Oğlumu Cennette Mûsâ aleyhisselâma komşu eyle!” dediğini Mûsâ aleyhisselâm dahi
işitti. Bunun üzerine Mûsâ aleyhisselâm kasaba müjde ederek, seni Allahü teâlâ
af ederek, Mûsâ aleyhisselâma komşu eyledi, dedi.
Gaflet ve şaşkınlığa kapılarak ana-babanın kalbi kırılırsa,
derhal onların rızâsını almaya çalışmalı, yalvarmalı ve her ne sûretle olursa
olsun, onların gönlünü almalıdır! Ana-babanın evlâdı üzerinde hakları çok
büyüktür. Bunu dâima göz önünde tutarak, ona göre hareket eylemelidir.
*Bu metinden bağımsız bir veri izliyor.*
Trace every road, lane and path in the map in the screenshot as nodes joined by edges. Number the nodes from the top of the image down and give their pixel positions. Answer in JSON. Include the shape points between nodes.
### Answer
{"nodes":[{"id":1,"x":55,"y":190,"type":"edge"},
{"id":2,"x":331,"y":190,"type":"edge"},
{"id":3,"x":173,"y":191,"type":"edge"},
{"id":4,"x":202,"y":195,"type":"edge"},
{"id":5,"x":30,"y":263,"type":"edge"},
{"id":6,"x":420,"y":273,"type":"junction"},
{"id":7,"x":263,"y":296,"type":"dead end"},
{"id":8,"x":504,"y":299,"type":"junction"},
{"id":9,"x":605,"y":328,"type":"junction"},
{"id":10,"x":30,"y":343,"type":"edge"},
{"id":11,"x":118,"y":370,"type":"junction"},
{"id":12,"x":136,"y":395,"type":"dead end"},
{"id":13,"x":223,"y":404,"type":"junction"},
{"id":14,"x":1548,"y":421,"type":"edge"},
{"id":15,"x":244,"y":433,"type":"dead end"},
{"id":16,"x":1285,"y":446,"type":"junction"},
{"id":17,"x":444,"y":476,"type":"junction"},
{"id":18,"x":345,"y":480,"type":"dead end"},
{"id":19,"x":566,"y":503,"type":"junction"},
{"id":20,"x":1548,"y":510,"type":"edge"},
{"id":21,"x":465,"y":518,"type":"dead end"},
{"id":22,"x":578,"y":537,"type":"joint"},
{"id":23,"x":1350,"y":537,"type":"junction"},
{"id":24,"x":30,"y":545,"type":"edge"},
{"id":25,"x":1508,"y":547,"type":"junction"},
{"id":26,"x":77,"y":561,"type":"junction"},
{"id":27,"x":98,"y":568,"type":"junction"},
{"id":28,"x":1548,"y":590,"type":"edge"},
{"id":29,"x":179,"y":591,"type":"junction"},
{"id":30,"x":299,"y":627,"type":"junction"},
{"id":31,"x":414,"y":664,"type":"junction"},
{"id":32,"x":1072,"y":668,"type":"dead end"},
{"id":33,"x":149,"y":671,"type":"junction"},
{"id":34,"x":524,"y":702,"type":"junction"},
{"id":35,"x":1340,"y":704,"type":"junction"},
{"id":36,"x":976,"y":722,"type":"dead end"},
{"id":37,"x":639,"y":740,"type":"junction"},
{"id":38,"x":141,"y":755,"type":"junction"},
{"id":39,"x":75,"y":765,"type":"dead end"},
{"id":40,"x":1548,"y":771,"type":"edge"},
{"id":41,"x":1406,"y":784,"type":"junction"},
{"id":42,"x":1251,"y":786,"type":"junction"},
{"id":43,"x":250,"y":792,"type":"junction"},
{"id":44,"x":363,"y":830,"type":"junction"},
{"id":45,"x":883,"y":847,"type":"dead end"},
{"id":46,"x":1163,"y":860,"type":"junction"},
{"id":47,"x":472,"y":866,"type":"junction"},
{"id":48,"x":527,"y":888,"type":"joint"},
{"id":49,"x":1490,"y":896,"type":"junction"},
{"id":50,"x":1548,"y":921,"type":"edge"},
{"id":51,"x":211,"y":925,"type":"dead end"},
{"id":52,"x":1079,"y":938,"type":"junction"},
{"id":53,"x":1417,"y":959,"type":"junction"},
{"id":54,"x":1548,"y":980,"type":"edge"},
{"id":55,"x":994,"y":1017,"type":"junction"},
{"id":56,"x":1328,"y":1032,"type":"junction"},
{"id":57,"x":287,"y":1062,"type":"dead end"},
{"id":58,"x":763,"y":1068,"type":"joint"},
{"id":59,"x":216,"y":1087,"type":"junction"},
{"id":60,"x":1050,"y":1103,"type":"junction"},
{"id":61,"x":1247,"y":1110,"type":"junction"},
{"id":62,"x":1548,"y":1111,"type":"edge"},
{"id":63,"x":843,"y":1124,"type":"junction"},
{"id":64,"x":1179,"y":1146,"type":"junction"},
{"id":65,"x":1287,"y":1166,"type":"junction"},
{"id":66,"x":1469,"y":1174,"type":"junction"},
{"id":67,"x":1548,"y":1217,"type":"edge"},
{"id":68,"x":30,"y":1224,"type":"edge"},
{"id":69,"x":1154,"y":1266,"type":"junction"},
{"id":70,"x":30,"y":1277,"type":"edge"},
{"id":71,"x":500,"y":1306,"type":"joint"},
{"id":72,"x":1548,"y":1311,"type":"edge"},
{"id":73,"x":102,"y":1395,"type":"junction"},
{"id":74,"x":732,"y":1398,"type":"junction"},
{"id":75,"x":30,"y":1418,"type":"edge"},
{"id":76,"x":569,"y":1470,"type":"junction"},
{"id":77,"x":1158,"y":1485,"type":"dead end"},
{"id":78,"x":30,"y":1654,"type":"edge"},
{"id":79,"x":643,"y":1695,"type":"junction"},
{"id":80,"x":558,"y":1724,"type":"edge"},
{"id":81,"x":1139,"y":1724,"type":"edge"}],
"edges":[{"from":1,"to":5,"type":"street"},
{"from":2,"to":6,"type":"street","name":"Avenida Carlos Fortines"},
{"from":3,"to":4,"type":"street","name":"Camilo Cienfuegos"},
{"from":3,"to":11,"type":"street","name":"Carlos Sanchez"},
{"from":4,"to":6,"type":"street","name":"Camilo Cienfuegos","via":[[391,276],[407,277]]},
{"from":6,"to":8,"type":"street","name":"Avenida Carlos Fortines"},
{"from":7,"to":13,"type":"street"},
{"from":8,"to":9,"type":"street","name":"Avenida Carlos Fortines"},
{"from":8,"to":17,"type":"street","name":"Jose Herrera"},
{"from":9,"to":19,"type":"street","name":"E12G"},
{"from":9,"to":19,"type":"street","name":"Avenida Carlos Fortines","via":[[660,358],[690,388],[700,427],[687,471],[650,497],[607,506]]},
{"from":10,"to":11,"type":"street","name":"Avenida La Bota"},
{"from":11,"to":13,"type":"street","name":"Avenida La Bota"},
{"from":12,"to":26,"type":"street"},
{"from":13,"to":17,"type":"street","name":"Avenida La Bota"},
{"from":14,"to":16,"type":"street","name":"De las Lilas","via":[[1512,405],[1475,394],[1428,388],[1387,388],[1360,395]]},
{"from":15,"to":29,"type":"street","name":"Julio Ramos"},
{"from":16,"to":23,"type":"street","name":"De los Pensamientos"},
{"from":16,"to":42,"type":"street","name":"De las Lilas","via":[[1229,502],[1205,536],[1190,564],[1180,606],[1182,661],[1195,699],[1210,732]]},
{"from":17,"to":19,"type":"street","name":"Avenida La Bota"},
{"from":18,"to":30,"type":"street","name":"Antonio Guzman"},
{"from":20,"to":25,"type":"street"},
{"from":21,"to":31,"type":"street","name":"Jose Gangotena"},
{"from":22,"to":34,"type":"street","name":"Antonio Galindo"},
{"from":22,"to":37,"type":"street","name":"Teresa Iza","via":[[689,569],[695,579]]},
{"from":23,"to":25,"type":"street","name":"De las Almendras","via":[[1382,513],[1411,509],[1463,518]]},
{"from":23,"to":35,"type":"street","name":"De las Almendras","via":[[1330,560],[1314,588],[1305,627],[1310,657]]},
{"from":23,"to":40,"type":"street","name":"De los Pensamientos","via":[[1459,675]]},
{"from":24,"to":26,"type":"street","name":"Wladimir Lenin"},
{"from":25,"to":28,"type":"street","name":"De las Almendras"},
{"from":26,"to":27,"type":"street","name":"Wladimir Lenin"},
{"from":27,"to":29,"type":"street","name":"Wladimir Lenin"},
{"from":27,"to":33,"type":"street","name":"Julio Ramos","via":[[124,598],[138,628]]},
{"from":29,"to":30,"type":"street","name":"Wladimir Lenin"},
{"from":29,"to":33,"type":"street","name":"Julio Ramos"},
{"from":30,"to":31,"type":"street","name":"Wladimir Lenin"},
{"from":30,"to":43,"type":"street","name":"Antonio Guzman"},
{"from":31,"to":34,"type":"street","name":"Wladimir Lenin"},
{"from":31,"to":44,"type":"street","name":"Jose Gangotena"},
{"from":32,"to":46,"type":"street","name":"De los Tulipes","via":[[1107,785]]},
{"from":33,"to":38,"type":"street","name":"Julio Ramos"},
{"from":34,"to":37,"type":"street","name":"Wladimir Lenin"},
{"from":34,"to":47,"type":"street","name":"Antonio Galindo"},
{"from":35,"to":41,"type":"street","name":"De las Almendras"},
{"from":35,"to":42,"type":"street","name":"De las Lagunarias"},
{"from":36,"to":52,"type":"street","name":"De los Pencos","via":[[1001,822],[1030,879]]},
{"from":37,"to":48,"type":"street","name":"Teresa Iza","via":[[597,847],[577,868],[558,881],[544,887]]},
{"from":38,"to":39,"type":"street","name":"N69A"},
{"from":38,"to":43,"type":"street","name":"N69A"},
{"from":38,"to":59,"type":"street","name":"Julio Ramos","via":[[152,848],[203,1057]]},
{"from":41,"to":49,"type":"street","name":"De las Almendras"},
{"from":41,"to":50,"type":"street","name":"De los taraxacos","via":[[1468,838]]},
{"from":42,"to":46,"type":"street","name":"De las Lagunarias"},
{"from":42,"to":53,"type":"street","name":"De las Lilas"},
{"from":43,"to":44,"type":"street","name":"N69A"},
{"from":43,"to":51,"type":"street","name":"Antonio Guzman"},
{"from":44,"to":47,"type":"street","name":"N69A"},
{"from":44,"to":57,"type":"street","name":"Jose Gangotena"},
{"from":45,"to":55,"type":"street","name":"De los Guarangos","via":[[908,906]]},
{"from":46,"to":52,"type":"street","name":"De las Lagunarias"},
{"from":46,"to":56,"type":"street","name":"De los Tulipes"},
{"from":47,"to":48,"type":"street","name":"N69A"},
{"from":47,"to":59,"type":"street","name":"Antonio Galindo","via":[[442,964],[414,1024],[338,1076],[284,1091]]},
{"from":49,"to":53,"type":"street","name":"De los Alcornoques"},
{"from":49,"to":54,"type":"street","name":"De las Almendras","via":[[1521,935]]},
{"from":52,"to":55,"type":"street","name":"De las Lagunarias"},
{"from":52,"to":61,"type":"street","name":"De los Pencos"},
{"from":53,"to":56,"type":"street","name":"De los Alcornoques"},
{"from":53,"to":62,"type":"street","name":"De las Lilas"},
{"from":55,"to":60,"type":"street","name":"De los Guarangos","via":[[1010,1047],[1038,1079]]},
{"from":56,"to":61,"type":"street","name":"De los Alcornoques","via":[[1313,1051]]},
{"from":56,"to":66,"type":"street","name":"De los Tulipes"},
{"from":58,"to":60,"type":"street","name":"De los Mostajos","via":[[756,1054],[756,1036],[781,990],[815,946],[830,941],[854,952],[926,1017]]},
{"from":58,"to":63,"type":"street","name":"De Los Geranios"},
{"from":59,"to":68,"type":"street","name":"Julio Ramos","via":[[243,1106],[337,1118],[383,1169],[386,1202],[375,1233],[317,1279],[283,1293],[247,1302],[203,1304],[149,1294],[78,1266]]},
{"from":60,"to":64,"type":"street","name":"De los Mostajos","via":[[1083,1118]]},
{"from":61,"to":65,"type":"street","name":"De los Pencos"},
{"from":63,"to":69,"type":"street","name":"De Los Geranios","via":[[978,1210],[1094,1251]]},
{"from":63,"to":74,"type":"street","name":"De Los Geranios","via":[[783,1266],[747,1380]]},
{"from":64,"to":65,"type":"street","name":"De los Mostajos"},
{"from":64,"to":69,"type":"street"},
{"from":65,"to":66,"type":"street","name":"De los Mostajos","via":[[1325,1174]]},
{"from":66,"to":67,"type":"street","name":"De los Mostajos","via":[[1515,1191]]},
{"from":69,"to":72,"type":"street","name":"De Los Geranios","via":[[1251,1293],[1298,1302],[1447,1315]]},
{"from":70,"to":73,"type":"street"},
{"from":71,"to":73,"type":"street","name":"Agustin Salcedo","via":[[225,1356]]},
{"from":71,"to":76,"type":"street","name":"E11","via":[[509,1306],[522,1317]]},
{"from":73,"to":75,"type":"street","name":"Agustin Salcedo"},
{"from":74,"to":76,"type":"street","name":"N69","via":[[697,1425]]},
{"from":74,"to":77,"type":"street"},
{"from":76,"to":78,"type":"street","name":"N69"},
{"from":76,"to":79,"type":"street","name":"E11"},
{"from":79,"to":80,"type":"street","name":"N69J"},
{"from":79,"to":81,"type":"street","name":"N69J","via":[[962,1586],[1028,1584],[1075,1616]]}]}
Hâdîs-i şeriflerde buyuruldu ki:
(Ana-babanın
yüzüne sevgi ile bakmak ibâdettir.)
(Ana-babaya
ihsan edenin, iyilik edenin, çocukları da onlara ihsan eder, iyilik eder.)
(Ana-babası
yanında ihtiyarladığı hâlde, [rızasının alamayıp] Cenneti
kazanamayanın burnu yere sürtsün!)
Abdullah
ibni Abbâs hazretleri buyurdu ki: “Ana-babana karşı, kusurlu, güçsüz, aşağı
bir kölenin, sert ve kaba efendisine karşı bulunduğu hâl üzere ol!”
Veysel
Karâni hazretlerinin kavuştuğu bütün ihsan ve dereceler, anasına
yaptığı iyilik sebebiyle olmuştur.
Hasan-ı
Basri hazretleri buyurdu ki: “Âlim bir evlâdın ana-babası kâfir
olsa, kuyudan su çekmeleri için ona muhtaç olsalar, o da birkaç kova çektikten
sonra öf dese, bu sebeple bütün amellerinin sevabı yok olur.”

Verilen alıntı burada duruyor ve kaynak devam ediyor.